■ Task brief
Pick out each line of the records that includes the string "numbered", and copy it.

■ Source records
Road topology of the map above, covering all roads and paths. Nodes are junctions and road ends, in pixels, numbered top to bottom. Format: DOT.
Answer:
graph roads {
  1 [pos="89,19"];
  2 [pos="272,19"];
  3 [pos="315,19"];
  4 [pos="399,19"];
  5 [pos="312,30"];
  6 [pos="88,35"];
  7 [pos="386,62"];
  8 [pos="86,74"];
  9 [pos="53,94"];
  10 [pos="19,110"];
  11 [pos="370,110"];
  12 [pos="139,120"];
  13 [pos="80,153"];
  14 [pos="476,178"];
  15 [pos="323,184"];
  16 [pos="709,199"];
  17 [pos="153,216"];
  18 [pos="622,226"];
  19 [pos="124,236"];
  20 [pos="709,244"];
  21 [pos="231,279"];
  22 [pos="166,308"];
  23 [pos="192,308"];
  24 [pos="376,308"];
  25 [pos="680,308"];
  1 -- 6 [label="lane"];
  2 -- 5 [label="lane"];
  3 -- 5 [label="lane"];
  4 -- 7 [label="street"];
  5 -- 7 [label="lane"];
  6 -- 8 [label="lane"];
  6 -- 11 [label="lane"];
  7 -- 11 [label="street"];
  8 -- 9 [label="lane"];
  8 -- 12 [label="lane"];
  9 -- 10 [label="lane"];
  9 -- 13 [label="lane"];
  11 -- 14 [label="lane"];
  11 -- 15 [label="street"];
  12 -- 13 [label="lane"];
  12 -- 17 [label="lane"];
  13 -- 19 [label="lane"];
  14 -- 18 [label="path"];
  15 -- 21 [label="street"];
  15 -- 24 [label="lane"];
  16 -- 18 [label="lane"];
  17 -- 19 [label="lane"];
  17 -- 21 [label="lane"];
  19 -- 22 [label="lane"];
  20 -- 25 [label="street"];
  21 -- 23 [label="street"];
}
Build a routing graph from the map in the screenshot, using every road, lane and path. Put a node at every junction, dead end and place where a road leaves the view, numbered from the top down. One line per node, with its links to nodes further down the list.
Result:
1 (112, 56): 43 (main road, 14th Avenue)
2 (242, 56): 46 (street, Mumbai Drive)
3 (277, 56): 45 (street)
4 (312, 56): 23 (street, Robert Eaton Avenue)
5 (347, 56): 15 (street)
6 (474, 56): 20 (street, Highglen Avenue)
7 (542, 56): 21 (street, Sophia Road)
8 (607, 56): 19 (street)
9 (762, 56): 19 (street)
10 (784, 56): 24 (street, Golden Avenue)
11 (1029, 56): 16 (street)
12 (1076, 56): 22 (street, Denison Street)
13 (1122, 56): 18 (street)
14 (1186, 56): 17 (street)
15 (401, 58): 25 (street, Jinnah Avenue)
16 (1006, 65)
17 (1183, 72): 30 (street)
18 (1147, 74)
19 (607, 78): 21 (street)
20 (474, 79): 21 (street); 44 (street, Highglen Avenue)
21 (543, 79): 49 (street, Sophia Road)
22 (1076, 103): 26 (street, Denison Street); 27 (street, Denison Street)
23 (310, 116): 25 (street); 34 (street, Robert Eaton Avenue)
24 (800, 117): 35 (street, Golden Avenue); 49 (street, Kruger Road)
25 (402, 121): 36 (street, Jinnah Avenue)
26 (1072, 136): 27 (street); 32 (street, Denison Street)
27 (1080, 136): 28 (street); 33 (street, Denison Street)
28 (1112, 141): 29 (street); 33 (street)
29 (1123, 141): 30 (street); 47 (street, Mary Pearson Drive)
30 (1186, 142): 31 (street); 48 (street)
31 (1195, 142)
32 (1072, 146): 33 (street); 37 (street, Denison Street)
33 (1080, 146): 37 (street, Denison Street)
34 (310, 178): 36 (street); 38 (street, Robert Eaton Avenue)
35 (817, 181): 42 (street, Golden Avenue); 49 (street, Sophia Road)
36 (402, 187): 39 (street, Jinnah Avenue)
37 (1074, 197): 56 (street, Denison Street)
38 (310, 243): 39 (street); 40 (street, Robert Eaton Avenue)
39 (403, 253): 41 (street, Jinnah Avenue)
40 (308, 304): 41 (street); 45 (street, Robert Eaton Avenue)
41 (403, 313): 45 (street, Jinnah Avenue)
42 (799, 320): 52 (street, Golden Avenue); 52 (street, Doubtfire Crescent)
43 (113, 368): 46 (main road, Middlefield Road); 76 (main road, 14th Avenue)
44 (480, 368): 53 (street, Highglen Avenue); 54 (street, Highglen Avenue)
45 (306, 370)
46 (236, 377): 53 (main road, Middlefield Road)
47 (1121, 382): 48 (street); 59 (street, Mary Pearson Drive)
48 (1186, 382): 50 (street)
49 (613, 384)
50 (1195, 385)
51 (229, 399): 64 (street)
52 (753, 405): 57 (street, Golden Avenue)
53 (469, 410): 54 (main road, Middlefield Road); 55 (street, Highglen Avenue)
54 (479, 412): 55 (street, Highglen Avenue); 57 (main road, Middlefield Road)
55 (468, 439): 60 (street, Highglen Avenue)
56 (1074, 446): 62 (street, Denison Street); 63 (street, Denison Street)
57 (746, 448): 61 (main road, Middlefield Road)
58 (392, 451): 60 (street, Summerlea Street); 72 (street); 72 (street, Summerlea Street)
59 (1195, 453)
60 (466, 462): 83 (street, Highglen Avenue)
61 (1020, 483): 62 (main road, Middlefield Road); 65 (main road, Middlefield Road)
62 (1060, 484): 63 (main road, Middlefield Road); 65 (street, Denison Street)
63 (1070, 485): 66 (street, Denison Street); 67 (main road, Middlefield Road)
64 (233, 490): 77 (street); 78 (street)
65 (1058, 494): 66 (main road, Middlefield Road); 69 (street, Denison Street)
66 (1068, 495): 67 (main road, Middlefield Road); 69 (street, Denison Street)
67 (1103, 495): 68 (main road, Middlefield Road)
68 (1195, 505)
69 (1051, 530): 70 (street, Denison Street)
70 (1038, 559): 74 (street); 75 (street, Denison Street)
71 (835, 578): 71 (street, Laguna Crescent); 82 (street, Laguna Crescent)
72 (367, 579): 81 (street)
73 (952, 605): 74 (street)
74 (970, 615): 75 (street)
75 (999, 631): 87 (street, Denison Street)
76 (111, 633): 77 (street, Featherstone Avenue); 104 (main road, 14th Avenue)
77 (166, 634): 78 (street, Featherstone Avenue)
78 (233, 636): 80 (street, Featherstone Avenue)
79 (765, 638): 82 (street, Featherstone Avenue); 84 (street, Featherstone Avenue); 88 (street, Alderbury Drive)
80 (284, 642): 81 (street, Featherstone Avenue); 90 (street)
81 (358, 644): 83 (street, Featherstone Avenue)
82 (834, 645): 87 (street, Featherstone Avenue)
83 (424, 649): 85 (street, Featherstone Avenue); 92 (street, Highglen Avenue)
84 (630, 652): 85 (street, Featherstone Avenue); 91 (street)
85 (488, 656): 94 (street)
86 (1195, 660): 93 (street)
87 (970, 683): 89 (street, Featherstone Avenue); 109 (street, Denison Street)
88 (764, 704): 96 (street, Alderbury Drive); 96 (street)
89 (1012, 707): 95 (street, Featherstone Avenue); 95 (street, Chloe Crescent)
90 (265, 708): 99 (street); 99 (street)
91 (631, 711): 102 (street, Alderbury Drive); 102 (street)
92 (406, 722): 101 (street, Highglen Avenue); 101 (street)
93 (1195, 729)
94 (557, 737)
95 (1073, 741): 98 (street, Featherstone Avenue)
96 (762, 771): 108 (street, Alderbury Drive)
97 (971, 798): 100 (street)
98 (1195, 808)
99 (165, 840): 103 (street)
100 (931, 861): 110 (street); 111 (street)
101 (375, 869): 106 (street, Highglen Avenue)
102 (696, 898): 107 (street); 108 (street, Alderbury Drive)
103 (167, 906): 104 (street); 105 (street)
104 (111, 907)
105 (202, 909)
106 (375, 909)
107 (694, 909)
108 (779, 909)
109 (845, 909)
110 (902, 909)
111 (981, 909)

■ Result of the task
Road topology of the map above, covering all roads and paths. Nodes are junctions and road ends, in pixels, numbered top to bottom. Format: DOT.
Build a routing graph from the map in the screenshot, using every road, lane and path. Put a node at every junction, dead end and place where a road leaves the view, numbered from the top down. One line per node, with its links to nodes further down the list.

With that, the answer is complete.